Они убивают его. Они такие же маньяки. Разве ты хочешь, чтобы эти маньяки продолжали жить? А что ты скажешь своему отцу, когда он спросит тебя, почему ты стоял и смотрел, как они убивают этого беззащитного парня? А мать? Ты же знаешь, как она отреагирует? Ей станет дурно. Дурно от того, что ее сын смотрел на творящееся насилие и ничего не сделал. Ты – дурной сын.
Кто-то пнул Мишу. После каждого такого пинка дыхание останавливалось на минуту другую, и Миша уже думал, что наступит момент, и он больше не вынырнет. Перед глазами плавали черные пятна. Но потом дыхание возвращалось, кто-то стирал с лобового стекла темноту, и он снова видел своих мучителей.
Они смеялись. А его мамаша говорила с тем, что стоял позади. Она держала руку на оружии, а парень медленно направил автомат в спины коллегам.
– Мочи их. Нажми курок. Освободи землю от говнюков.
Палец на курке дрогнул.
«Но разве я сам не стану убийцей?» – подумал он.
– Ты что, разве не знал, что убийца убийц – вовсе и не убийца?
Палец потянул курок. Слишком слабо.
Мамаша заглянула в глаза Лехе.
Он не видел ее глаз, но чувствовал, что нечто проникает в его голову. Он потерял власть над своим телом.
И тут в его сознание ворвался поток грязных картин. Эти парни в масках, его так называемые коллеги, расправятся с бедным парнем, а потом они повернутся к нему, Лехе, и скажут, что тот слишком много видел, что он – ненадежный клиент и что рот ему надо бы заткнуть. Чтобы он не рассказал.
Ничего личного, скажет Салават. А Сверчок скажет – нет, это личное, и выстрелит ему в голову.
– Да!
Палец вдавил курок.
Мише все это казалось сном. Он видел, как двое упали вперед лицами. А третий, который давил ему на грудь сапогом, успел пригнуться, развернуться и выстрелить в ответ.
Салават думал, что кто-то все-таки на них напал из засады. Но когда он увидел только Леху, то в последний момент смутился и чуть отвел ствол автомата в сторону.
Поэтому только одна пуля скользнула по Лехиному плечу, остальные ушли в молоко.
Но Леха нисколько не сомневался в своей цели. Он снес Салавату голову, и еще один труп грохнулся рядом с Мишей.
Сцена взорвалась кровавыми брызгами и грохотом. Три секунды, и все готово.
Когда выстрелы стихли, собаки выглянули из-за кустов посмотреть, что произошло. Пахло кровью и порохом. Один хозяин лежал на земле. Второй остался стоять, и он разговаривал с этой мерзкой тварью, которая человека напоминала только тем, что на нее действовала гравитация. И как все это следует понимать?
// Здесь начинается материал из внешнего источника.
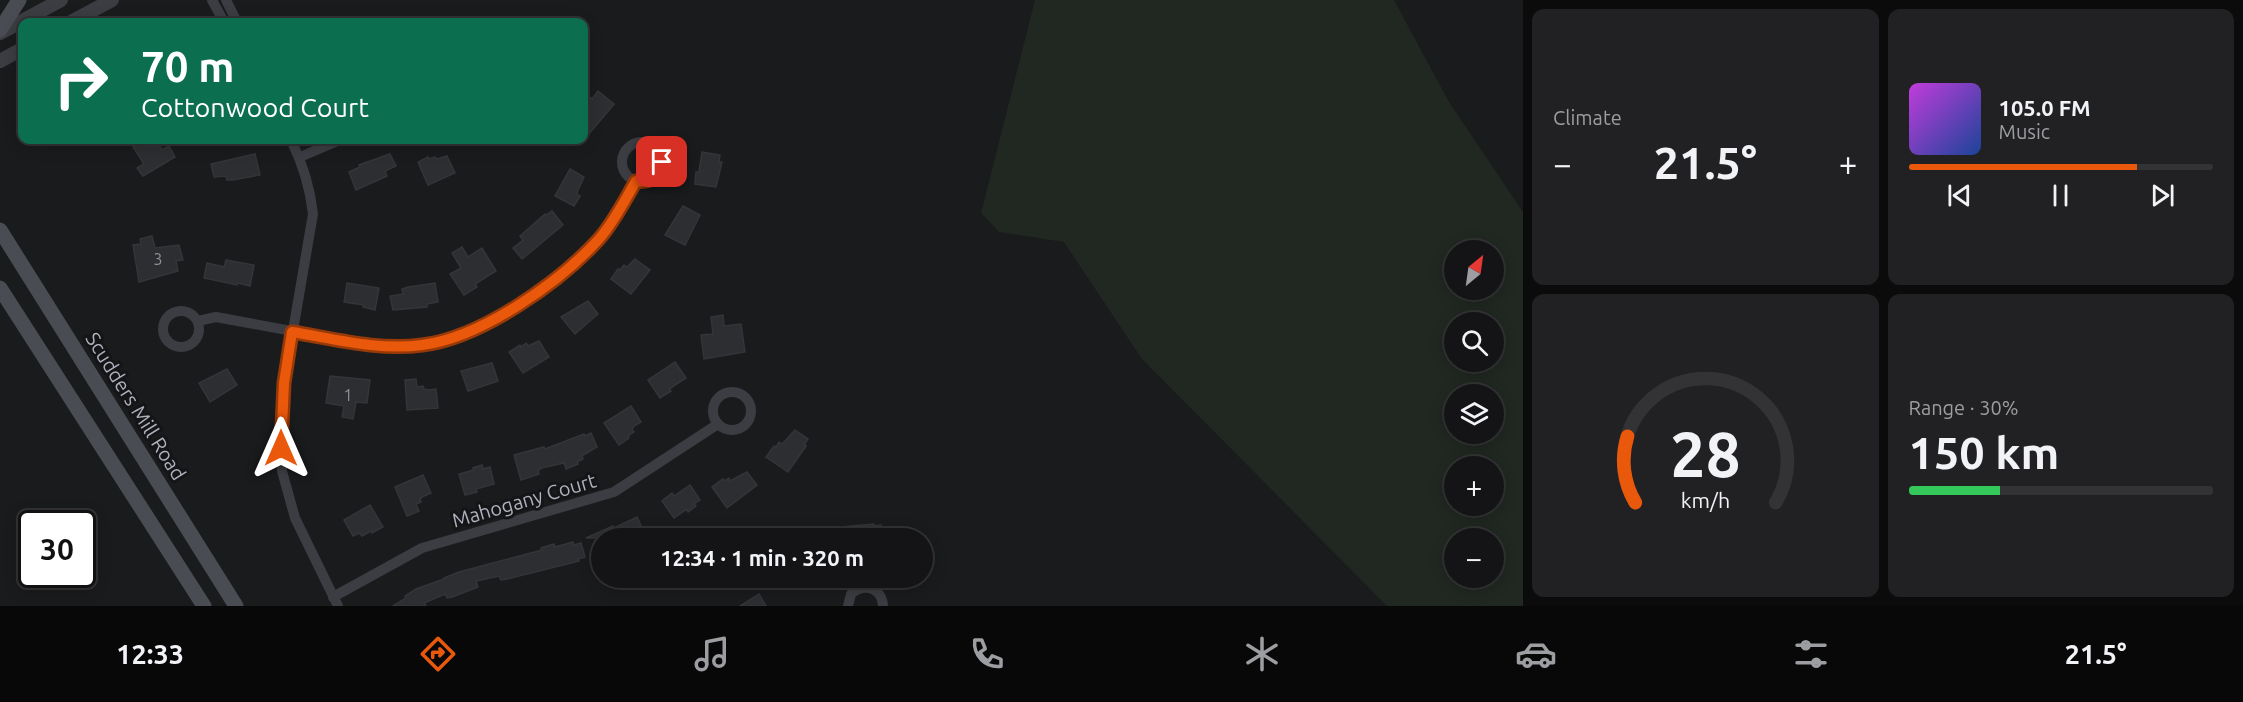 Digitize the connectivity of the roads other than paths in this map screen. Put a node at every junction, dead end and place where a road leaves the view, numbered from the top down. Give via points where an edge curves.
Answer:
1 (19, 0) edge
2 (61, 0) edge
3 (112, 0) edge
4 (212, 0) edge
5 (226, 0) edge
6 (27, 18) edge
7 (78, 18) edge
8 (222, 18) edge
9 (235, 18) edge
10 (18, 23) edge
11 (0, 32) edge
12 (18, 51) edge
13 (0, 61) edge
14 (293, 144) edge
15 (331, 144) edge
16 (300, 157) junction
17 (636, 181) dead end
18 (0, 230) edge
19 (0, 288) edge
20 (198, 321) dead end
21 (292, 332) junction
22 (718, 424) dead end
23 (335, 601) edge
24 (204, 606) edge
25 (236, 606) edge
26 (848, 606) edge
27 (883, 606) edge

1 - 11 main road
2 - 6 street
3 - 7 street
4 - 8 street
5 - 9 street
10 - 11 street
12 - 13 street
14 - 16 street
15 - 16 street
16 - 21 street via 313,214
17 - 21 street via 600,238 507,313 471,331 424,345 380,347
18 - 25 main road, Scudders Mill Road
19 - 24 main road
20 - 21 street via 216,317
21 - 23 street via 284,383 282,471 295,518
22 - 23 street, Mahogany Court via 615,492 422,548
26 - 27 street via 851,594 863,587 878,592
– Отлично, – сказала мамка, – молодец. А теперь подумай над тем, как ты будешь жить после этого? Прикинь немного: ты убил своих напарников. Да, за дело. Ну и что? Кого это волнует? Весь мир настроен против моего сына. Этим подонкам поставили бы памятник за то, что они измучили бы моего сыночка. Их бы наградили. Но ты убил их и стал практически напарником маньяка-таксиста. Хотя я на твоей стороне, ведь ты не дал свершиться жестокости. Ты настоящий защитник отечества. Но ты никому не нужен. Тут тебя никто не защитит. Это такой мир. Тут правят несправедливость и жестокость. А ты парень хороший. Так что завязывай с этим отвратным местом.